WHAT THIS TASK INVOLVES:
For each line below that contains the string "other", copy that line.

RECORDED DATA:
◆ ◆ ◆ ◆
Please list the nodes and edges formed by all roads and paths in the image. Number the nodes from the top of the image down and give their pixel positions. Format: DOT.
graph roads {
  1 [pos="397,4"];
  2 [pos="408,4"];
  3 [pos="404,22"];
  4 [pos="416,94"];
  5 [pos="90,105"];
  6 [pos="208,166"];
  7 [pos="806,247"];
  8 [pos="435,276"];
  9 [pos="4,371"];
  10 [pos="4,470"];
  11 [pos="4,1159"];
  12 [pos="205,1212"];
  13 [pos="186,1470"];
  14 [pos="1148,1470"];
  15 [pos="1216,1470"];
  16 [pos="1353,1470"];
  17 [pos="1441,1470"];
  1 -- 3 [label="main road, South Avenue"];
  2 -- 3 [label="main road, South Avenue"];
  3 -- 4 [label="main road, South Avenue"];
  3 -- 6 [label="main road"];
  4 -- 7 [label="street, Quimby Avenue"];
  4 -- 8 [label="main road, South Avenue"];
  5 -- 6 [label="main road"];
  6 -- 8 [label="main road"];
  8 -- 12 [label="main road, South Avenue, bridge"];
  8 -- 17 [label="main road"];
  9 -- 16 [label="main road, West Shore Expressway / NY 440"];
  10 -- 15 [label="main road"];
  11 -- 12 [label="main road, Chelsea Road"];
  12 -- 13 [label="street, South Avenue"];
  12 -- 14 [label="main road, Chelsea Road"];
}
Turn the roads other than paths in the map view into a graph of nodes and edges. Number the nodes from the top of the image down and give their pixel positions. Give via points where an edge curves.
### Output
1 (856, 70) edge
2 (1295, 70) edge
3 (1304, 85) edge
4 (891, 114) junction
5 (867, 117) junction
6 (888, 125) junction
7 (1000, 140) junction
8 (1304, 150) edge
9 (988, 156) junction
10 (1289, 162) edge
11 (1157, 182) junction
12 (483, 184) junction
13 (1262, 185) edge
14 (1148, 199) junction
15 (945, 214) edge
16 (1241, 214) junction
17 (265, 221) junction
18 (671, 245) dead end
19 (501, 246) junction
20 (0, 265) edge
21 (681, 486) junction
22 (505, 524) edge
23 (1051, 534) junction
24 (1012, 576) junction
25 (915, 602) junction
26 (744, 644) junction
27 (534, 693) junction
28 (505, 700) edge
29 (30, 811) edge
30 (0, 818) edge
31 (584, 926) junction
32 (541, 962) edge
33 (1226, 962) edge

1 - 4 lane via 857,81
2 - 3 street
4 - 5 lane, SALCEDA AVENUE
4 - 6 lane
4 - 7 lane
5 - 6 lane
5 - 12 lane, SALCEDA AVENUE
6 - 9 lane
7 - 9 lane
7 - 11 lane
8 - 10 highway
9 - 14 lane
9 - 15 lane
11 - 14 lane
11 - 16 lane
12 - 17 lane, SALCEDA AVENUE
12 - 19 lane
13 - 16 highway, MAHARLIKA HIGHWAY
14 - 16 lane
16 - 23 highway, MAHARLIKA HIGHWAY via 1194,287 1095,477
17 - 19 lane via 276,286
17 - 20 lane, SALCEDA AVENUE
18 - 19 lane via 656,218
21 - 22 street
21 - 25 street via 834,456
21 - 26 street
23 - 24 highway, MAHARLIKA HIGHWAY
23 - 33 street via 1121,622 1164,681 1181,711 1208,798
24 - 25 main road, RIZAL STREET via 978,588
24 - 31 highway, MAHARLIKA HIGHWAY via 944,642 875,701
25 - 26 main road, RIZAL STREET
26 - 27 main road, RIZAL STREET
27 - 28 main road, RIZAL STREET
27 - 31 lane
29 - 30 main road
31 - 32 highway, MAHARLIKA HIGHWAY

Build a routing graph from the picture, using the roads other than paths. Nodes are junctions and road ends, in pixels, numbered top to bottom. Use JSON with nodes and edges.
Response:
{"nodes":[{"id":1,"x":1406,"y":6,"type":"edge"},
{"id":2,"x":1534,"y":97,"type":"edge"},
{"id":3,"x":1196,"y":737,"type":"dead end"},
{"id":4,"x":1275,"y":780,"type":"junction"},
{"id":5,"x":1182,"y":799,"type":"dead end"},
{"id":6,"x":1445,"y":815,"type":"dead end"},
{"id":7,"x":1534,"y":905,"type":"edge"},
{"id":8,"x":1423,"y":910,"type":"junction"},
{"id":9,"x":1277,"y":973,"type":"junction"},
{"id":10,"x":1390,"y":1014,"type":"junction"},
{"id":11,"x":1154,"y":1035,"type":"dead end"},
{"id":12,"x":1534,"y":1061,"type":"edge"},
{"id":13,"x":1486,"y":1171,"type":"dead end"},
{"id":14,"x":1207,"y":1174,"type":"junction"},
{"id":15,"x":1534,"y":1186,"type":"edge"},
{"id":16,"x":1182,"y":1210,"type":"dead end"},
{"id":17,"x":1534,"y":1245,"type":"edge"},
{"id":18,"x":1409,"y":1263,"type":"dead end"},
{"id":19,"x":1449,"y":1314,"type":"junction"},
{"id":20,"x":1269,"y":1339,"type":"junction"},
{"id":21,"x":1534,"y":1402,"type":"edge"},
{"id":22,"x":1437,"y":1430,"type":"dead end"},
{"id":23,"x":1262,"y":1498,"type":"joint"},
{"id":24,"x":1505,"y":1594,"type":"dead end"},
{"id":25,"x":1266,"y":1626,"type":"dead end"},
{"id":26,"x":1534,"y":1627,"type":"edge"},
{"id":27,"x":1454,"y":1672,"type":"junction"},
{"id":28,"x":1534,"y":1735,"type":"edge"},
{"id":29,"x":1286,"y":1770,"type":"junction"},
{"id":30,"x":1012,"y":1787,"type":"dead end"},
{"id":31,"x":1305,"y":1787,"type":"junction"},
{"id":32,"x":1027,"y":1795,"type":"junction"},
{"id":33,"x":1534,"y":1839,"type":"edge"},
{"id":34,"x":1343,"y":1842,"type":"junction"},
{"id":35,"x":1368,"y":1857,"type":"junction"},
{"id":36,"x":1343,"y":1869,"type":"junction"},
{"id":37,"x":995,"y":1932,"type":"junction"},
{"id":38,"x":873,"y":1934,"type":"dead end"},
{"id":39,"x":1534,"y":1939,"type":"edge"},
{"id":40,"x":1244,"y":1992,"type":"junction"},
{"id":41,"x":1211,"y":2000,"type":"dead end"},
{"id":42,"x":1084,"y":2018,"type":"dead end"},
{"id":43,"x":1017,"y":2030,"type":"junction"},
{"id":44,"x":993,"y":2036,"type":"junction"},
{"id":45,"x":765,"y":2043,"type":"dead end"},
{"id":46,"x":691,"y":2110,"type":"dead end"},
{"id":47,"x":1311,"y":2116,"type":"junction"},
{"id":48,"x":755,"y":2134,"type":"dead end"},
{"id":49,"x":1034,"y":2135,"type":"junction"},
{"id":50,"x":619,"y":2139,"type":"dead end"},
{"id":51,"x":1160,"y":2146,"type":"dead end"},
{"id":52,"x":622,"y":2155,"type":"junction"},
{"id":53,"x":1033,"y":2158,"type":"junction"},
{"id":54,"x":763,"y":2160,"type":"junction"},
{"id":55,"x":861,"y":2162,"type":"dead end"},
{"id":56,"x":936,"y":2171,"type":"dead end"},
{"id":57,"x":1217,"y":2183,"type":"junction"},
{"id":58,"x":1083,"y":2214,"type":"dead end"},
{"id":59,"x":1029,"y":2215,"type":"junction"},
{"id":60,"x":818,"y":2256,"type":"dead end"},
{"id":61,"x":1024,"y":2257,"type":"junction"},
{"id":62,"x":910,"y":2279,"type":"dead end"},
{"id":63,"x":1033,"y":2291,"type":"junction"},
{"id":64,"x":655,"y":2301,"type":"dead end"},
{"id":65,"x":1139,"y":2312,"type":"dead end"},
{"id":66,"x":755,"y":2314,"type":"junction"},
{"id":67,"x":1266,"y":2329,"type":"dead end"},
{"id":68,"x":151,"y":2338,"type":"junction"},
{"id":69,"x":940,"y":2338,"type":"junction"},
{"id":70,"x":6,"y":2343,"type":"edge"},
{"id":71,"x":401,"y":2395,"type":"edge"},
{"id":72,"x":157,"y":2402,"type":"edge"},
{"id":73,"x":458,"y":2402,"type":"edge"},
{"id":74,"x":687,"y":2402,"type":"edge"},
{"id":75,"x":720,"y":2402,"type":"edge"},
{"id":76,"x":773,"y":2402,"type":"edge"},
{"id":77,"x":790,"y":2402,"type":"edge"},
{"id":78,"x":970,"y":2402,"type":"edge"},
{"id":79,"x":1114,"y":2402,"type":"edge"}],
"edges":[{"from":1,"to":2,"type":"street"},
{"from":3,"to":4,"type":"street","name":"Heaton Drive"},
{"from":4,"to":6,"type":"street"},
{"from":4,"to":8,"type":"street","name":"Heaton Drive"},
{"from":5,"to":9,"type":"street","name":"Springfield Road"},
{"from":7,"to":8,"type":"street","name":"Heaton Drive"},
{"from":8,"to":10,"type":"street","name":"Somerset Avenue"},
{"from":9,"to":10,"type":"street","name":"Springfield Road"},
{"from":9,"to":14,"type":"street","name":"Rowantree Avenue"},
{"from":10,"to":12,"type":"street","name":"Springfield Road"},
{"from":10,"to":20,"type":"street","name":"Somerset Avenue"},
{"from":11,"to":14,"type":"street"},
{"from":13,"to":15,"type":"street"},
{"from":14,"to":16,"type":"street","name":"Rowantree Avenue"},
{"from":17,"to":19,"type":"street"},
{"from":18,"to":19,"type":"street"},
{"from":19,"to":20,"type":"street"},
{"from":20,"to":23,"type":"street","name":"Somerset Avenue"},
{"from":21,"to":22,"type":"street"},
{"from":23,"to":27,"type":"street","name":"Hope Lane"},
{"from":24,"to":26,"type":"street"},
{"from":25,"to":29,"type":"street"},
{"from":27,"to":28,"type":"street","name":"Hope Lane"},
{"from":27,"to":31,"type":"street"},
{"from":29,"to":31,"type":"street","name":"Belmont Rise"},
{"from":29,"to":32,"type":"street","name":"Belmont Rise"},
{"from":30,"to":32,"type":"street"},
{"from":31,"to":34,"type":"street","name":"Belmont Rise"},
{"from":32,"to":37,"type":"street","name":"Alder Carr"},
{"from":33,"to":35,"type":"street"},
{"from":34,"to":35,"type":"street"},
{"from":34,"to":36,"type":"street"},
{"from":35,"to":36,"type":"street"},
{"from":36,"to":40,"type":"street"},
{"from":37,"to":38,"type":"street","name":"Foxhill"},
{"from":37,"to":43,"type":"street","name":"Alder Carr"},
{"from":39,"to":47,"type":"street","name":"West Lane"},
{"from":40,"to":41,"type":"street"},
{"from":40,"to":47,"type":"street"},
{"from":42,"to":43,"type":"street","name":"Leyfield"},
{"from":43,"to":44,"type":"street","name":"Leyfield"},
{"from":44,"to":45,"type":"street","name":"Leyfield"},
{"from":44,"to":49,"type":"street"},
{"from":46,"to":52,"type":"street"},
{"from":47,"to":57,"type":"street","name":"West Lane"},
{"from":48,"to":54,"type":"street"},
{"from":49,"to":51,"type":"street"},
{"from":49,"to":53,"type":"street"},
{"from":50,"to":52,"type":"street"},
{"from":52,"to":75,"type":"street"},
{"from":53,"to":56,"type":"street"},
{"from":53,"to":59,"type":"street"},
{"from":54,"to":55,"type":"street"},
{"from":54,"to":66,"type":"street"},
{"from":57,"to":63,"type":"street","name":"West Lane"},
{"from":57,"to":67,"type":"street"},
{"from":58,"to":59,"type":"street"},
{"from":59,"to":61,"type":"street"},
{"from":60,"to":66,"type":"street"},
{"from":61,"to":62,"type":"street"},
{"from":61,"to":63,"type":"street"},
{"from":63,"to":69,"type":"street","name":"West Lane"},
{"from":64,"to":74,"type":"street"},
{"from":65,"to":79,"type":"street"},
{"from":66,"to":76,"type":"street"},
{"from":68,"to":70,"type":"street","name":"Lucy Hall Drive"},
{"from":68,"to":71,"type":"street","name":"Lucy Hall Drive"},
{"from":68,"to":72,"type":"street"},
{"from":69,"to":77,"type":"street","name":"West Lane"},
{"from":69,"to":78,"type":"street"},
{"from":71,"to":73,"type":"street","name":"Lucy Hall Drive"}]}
◆ ◆ ◆ ◆
SOLUTION TO THIS TASK:
Turn the roads other than paths in the map view into a graph of nodes and edges. Number the nodes from the top of the image down and give their pixel positions. Give via points where an edge curves.
Build a routing graph from the picture, using the roads other than paths. Nodes are junctions and road ends, in pixels, numbered top to bottom. Use JSON with nodes and edges.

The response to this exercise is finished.